PATRÍCIA PORTELA’S "THE PRIVATE COLLECTION OF ACÁCIO NOBRE" AT PERFORMATIK, BRUSSELS
By Pieter T’Jonck
Chances are small anyone ever heard about the Portuguese devil-does-all Acácio Nobre (1879–1974). It is only thanks to the Portuguese artist Patrícia Portela that we now know a little more about the legacy of this man who was deeply connected to many of the artistic, pedagogic and political revolutions of the twentieth century. That is what it looks like, at least.
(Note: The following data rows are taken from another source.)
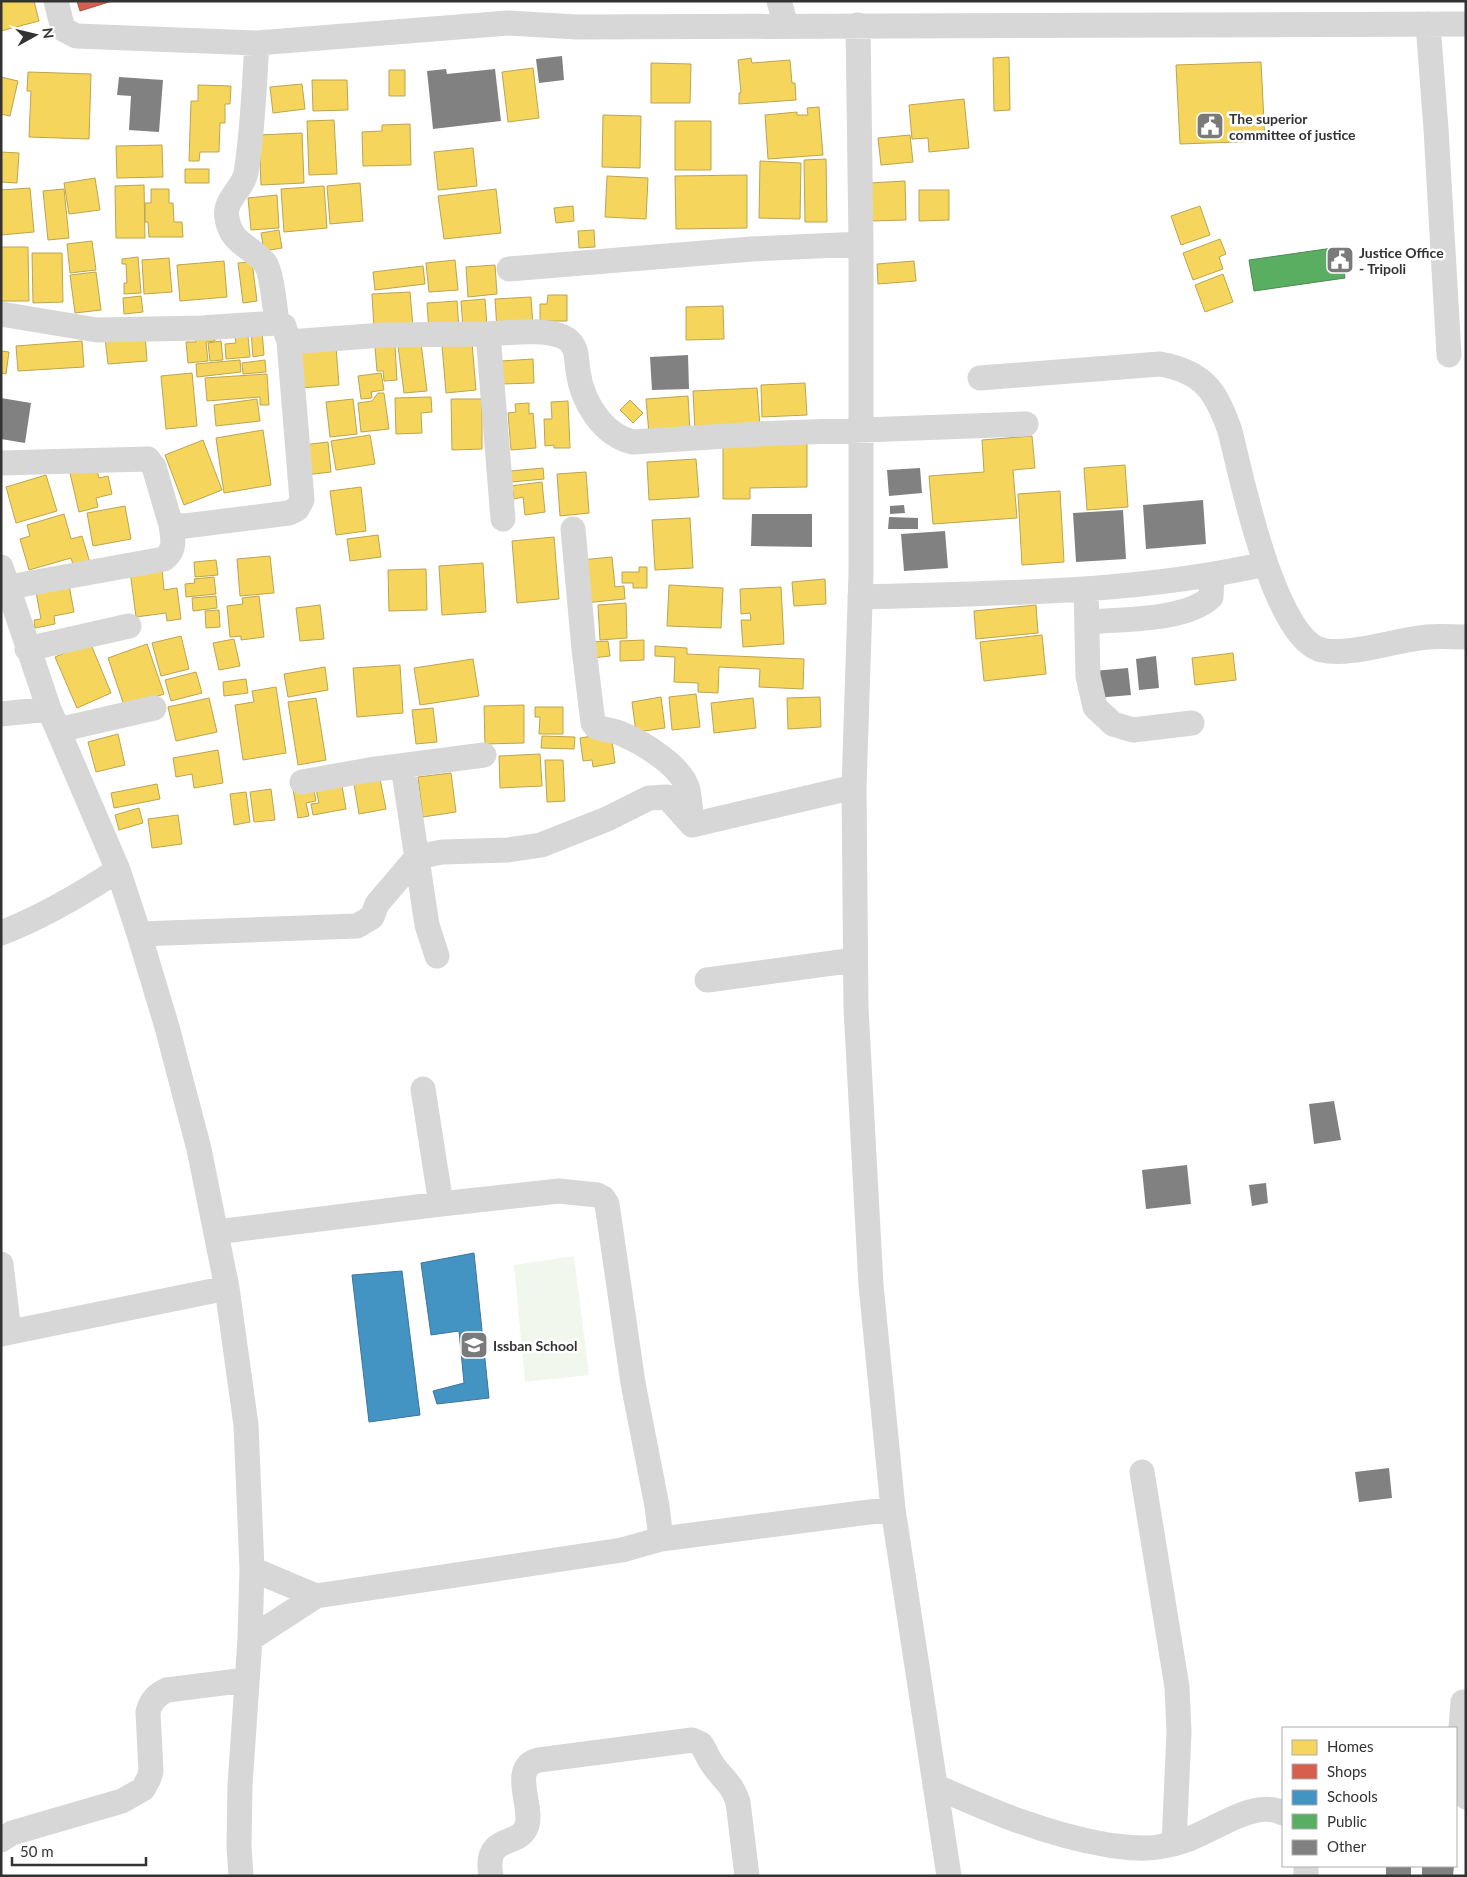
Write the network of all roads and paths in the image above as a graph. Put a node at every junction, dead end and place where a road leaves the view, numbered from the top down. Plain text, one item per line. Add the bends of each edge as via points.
1 (56, 1) edge
2 (779, 1) edge
3 (1428, 24) junction
4 (1466, 24) edge
5 (786, 25) junction
6 (858, 25) junction
7 (257, 43) junction
8 (861, 244) junction
9 (509, 269) dead end
10 (1, 314) edge
11 (283, 333) junction
12 (488, 334) junction
13 (1449, 355) dead end
14 (980, 378) dead end
15 (1026, 424) dead end
16 (860, 430) junction
17 (1, 463) edge
18 (503, 519) dead end
19 (171, 525) junction
20 (573, 529) dead end
21 (1265, 564) junction
22 (1212, 576) junction
23 (1086, 588) junction
24 (6, 592) edge
25 (860, 597) junction
26 (1087, 622) junction
27 (129, 626) dead end
28 (1466, 637) edge
29 (28, 649) junction
30 (154, 708) dead end
31 (1, 714) edge
32 (54, 720) junction
33 (1192, 723) dead end
34 (484, 755) dead end
35 (402, 766) junction
36 (302, 782) dead end
37 (854, 787) junction
38 (692, 824) junction
39 (417, 857) junction
40 (118, 870) junction
41 (1, 934) edge
42 (139, 934) junction
43 (437, 956) dead end
44 (855, 960) junction
45 (707, 980) dead end
46 (423, 1089) dead end
47 (441, 1204) junction
48 (216, 1232) junction
49 (1, 1264) edge
50 (227, 1288) junction
51 (5, 1333) edge
52 (1142, 1472) dead end
53 (893, 1509) junction
54 (661, 1539) junction
55 (252, 1568) junction
56 (316, 1596) junction
57 (250, 1639) junction
58 (246, 1680) junction
59 (1463, 1702) dead end
60 (935, 1786) junction
61 (1466, 1797) edge
62 (1282, 1813) edge
63 (1, 1840) edge
64 (1174, 1844) junction
65 (241, 1876) edge
66 (490, 1876) edge
67 (747, 1876) edge
68 (949, 1876) edge

1 - 7 street via 63,29 76,36
2 - 5 street
3 - 4 street
3 - 6 street
3 - 13 street
5 - 6 street
5 - 7 street via 576,27 508,23
6 - 8 street
7 - 11 street via 246,176 232,196 226,216 230,229 241,244 266,264
8 - 9 street via 752,249
8 - 16 street
10 - 11 street via 97,330 202,328
11 - 12 street
11 - 19 street via 302,500 289,514
12 - 16 street via 541,332 568,340 576,351 584,392 597,419 625,441
12 - 18 street
14 - 21 street via 1160,364 1198,377 1213,393 1225,418
15 - 16 street
16 - 25 street
17 - 19 street via 148,459 154,467
19 - 24 street via 174,545 170,555 164,559
20 - 38 street via 593,723 641,744 681,776 688,789
21 - 22 street
21 - 28 street via 1295,627 1320,650 1337,652 1427,637
22 - 23 street
22 - 26 street via 1211,597 1194,609 1167,616
23 - 25 street
23 - 26 street
24 - 29 street
25 - 37 street
26 - 33 street via 1088,676 1095,706 1113,724 1133,730
27 - 29 street
29 - 32 street
30 - 32 street
31 - 32 street
32 - 40 street
34 - 35 street
35 - 36 street
35 - 39 street
37 - 38 street
37 - 44 street
38 - 39 street via 668,798 649,798 540,845 508,850 442,852
39 - 42 street via 377,904 372,917 357,926
39 - 43 street via 427,925
40 - 41 street via 69,902
40 - 42 street
42 - 48 street via 199,1149
44 - 45 street
44 - 53 street via 871,1285
46 - 47 street
47 - 48 street
47 - 54 street via 559,1191 598,1195 607,1204 633,1383
48 - 50 street
49 - 51 street
50 - 51 street
50 - 55 street via 246,1425
52 - 64 street via 1177,1687 1179,1741
53 - 54 street
53 - 60 street
54 - 56 street via 622,1550
55 - 56 street
55 - 57 street
56 - 57 street
57 - 58 street
58 - 63 street via 167,1690 160,1694 150,1704 148,1712 151,1771 142,1789 122,1801 12,1833
58 - 65 street via 239,1838
59 - 61 street via 1457,1780
60 - 64 street via 1017,1821 1064,1836 1136,1849
60 - 68 street
62 - 64 street via 1270,1808 1254,1810
66 - 67 street via 489,1862 494,1849 521,1834 527,1824 523,1775 529,1765 539,1760 692,1740 702,1744 712,1764 735,1792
Somewhere in the course of the one and a half hour of The private collection of Acácio Nobre, you become a little suspicious that this story is nothing but a mystification, invented by Portela herself. Nobre then somehow becomes the embodiment or summary of the many ideas and technological changes that defined the end of the 19th and the beginning of the 20th century.
Portela presents her material in a delicately surprising way. At the start of the performance, the stage is all but empty, apart from two writing desks and two stools. Because of an opened flap the tables somehow look like a grand piano, just as the two elegantly cantilevered stainless steel stools resemble an avant-garde version of the classic music stool. And what is more, as Portela and her fellow performer André Teodosio enter the stage, they pose as concert pianists. She is dressed in a perky blue silk dress with upright collar, her hair worked in a conspicuous aigrette. He is dressed in a white dress costume and adorned with a similarly prominent aigrette and blue-colored eyebrows.
As if she were an archivist
The concert they give is not for piano however but for an oldfashioned typewriter and a PC keyboard. Portela is retyping her text from a stack of papers on a music stand. Her opponent however is mainly improvising on his “instrument”. Portela opens the evening. Her typewriting appears immediately on the right half of the screen at the back of the stage. In her text she tells about her discovery of a lot of documents and objects by the hand of a man called Nobre in the cellar of her grandparents. Some of these objects, such as a remarkable erotic jewel and a booklet for the “young engineer” are also exhibited at the entrance of the venue. The whole piece long, Portela will assign numbers and dates to these items, as if she were a zealous archivist. Wherever needed, she also annotates them.
Her opponent is completely unlike her. As a nervous artist, he is hammering away on his typewriter. His feet are nervously tapping along. His texts treat all kinds of subjects. Sometimes he is writing letters to a secretary of state about the educational system of Friedrich Fröbel, advocating the playing materials he has devised for it. In another letter he starts a heated discussion with futurists to stop raving about the usefulness of ideas and the uselessness of pictures. In that way, a huge number of ideas, often derived from Dada, tumble over the screen. Through an ingenious “preparation” of the typewriter by sound artist Christophe De Boeck, these texts appear on the left hand side of the stage backdrop.
De Boeck also did something else. He amplified and distorted the sounds of both typewriter and PC keyboard and added a soundscape to it. As a result, the crackling of the PC and the hammering of the typewriter evolve into a loud buzz or even a deafening drone. The logic of these acoustic manipulations is however completely unpredictable. As unpredictable as the light set of Daniel Worm d’ Assumpçao. As if that was not enough, pictures and drawings ceaselessly roll over the screen at the back of the stage, half hidden by the stream of texts produced by the performers. On top of all that, a timeline mentioning the most important scientific, artistic and political events during Nobre’s life are projected on the side walls of the auditorium. It takes an immense effort to process this onslaught of information. The result of all that is worth the effort however: what you get is a striking evocation of a turbulent, revolutionary era. Once more, in looking back, you discover how amazing all of this has been. That makes for a really nice concert of ideas.